Goal of the exercise ::
Leave every picture out and write out the records below exactly.

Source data
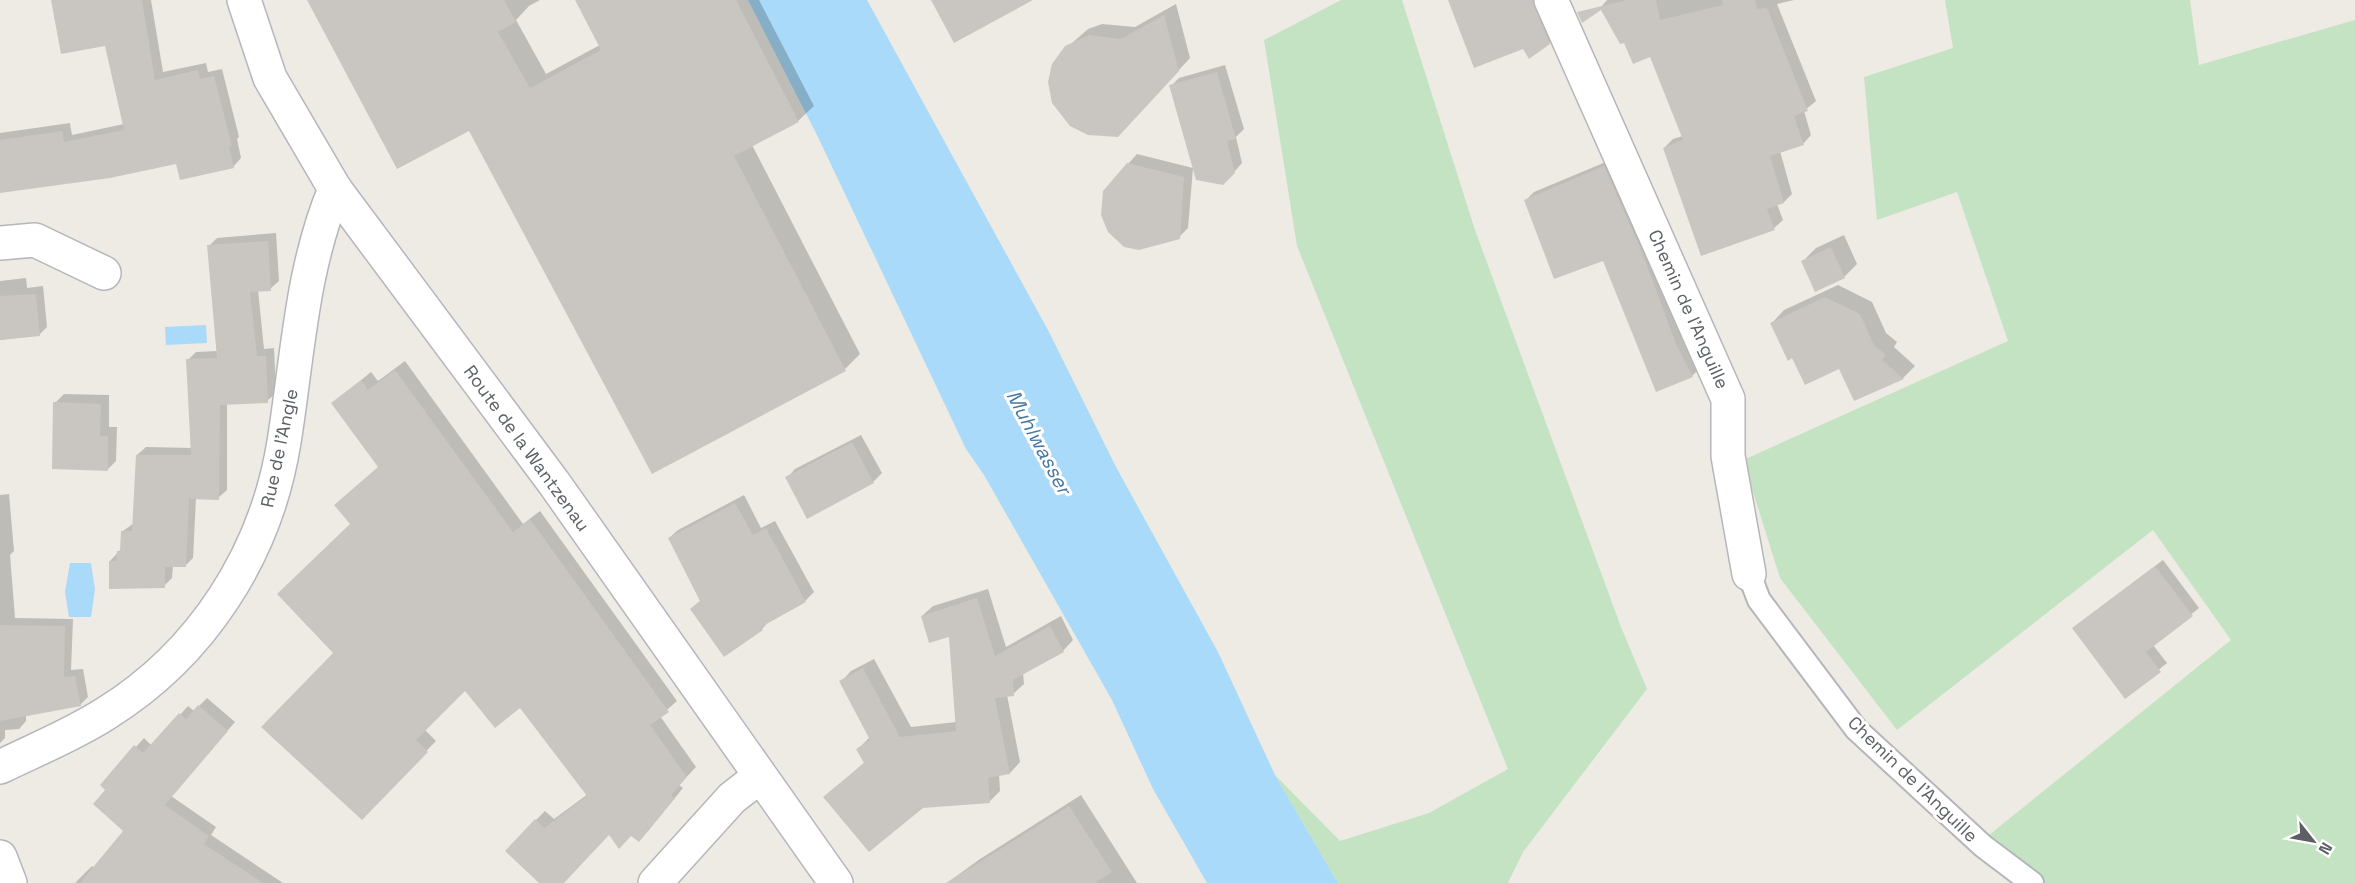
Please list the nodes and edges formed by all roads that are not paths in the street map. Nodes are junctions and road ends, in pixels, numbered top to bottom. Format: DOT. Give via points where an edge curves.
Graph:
graph roads {
  1 [pos="244,0"];
  2 [pos="1551,0"];
  3 [pos="335,189"];
  4 [pos="0,243"];
  5 [pos="104,273"];
  6 [pos="1749,574"];
  7 [pos="0,767"];
  8 [pos="759,777"];
  9 [pos="0,857"];
  10 [pos="10,883"];
  11 [pos="655,883"];
  12 [pos="836,883"];
  13 [pos="2032,883"];
  1 -- 3 [label="street, Route de la Wantzenau" via="270,78"];
  2 -- 6 [label="street, Chemin de l'Anguille" via="1728,399 1728,456"];
  3 -- 7 [label="street, Rue de l'Angle" via="309,265 284,444 271,501 234,581 199,635 160,674 106,714"];
  3 -- 8 [label="street, Route de la Wantzenau" via="554,483"];
  4 -- 5 [label="street" via="35,240"];
  6 -- 13 [label="lane, Chemin de l'Anguille" via="1759,600 1856,729 1983,846"];
  8 -- 11 [label="street" via="732,798"];
  8 -- 12 [label="street, Route de la Wantzenau"];
  9 -- 10 [label="street"];
}
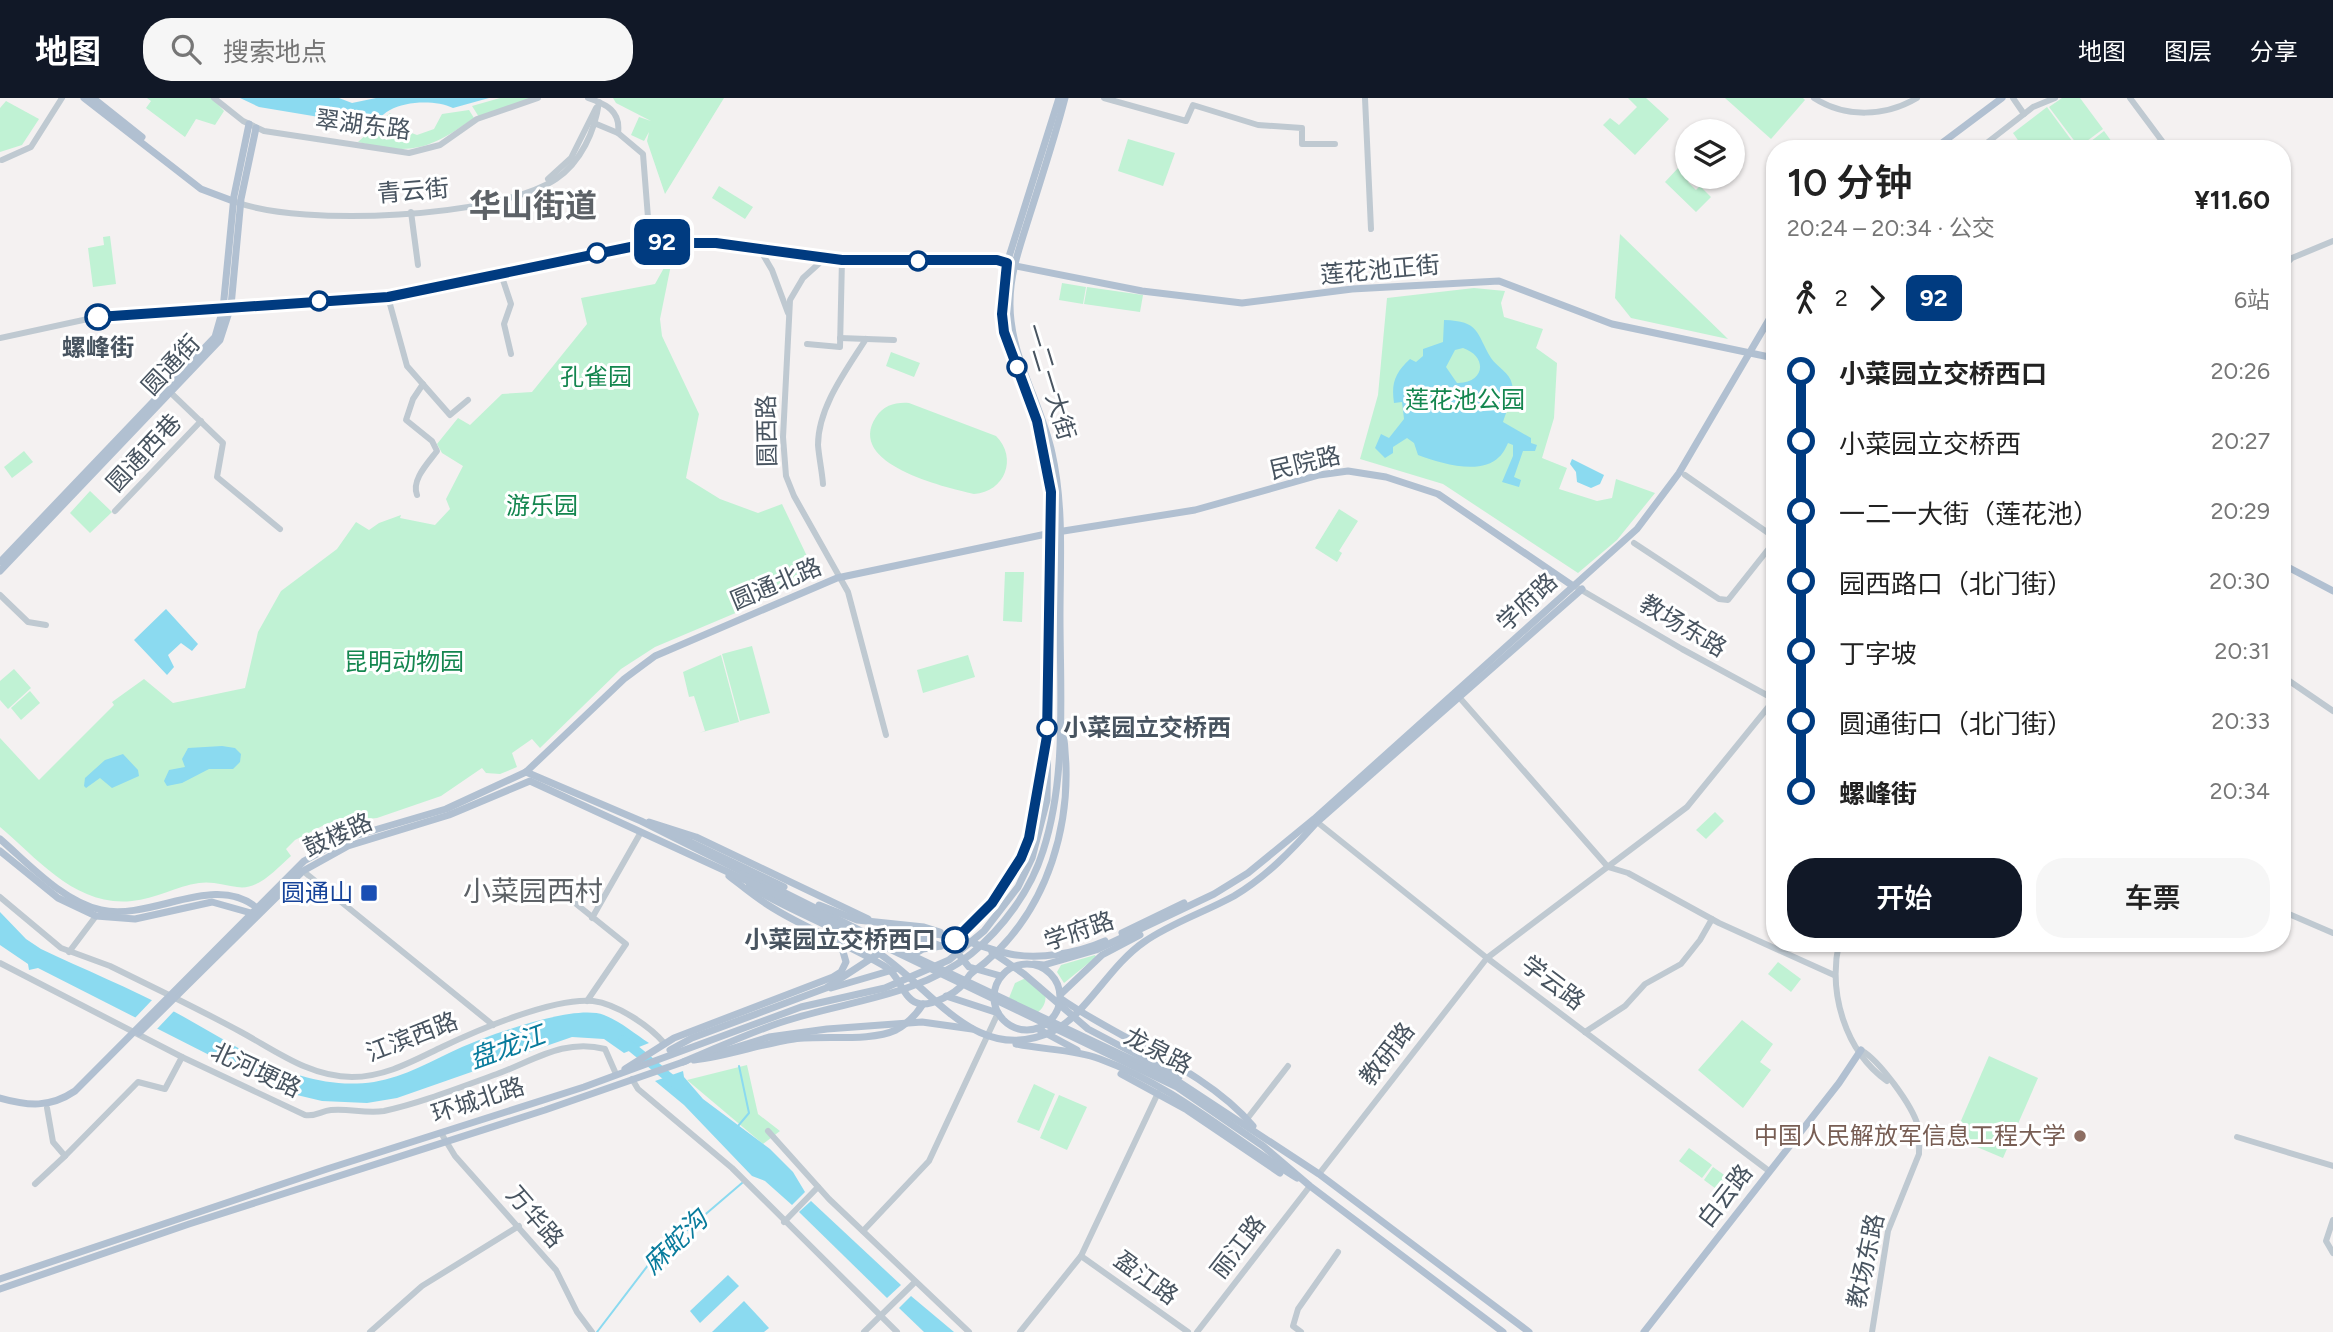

Written answer ::
Please list the nodes and edges formed by all roads that are not paths in the street map. Nodes are junctions and road ends, in pixels, numbered top to bottom. Format: DOT. Give via points where an edge curves.
Graph:
graph roads {
  1 [pos="244,0"];
  2 [pos="1551,0"];
  3 [pos="335,189"];
  4 [pos="0,243"];
  5 [pos="104,273"];
  6 [pos="1749,574"];
  7 [pos="0,767"];
  8 [pos="759,777"];
  9 [pos="0,857"];
  10 [pos="10,883"];
  11 [pos="655,883"];
  12 [pos="836,883"];
  13 [pos="2032,883"];
  1 -- 3 [label="street, Route de la Wantzenau" via="270,78"];
  2 -- 6 [label="street, Chemin de l'Anguille" via="1728,399 1728,456"];
  3 -- 7 [label="street, Rue de l'Angle" via="309,265 284,444 271,501 234,581 199,635 160,674 106,714"];
  3 -- 8 [label="street, Route de la Wantzenau" via="554,483"];
  4 -- 5 [label="street" via="35,240"];
  6 -- 13 [label="lane, Chemin de l'Anguille" via="1759,600 1856,729 1983,846"];
  8 -- 11 [label="street" via="732,798"];
  8 -- 12 [label="street, Route de la Wantzenau"];
  9 -- 10 [label="street"];
}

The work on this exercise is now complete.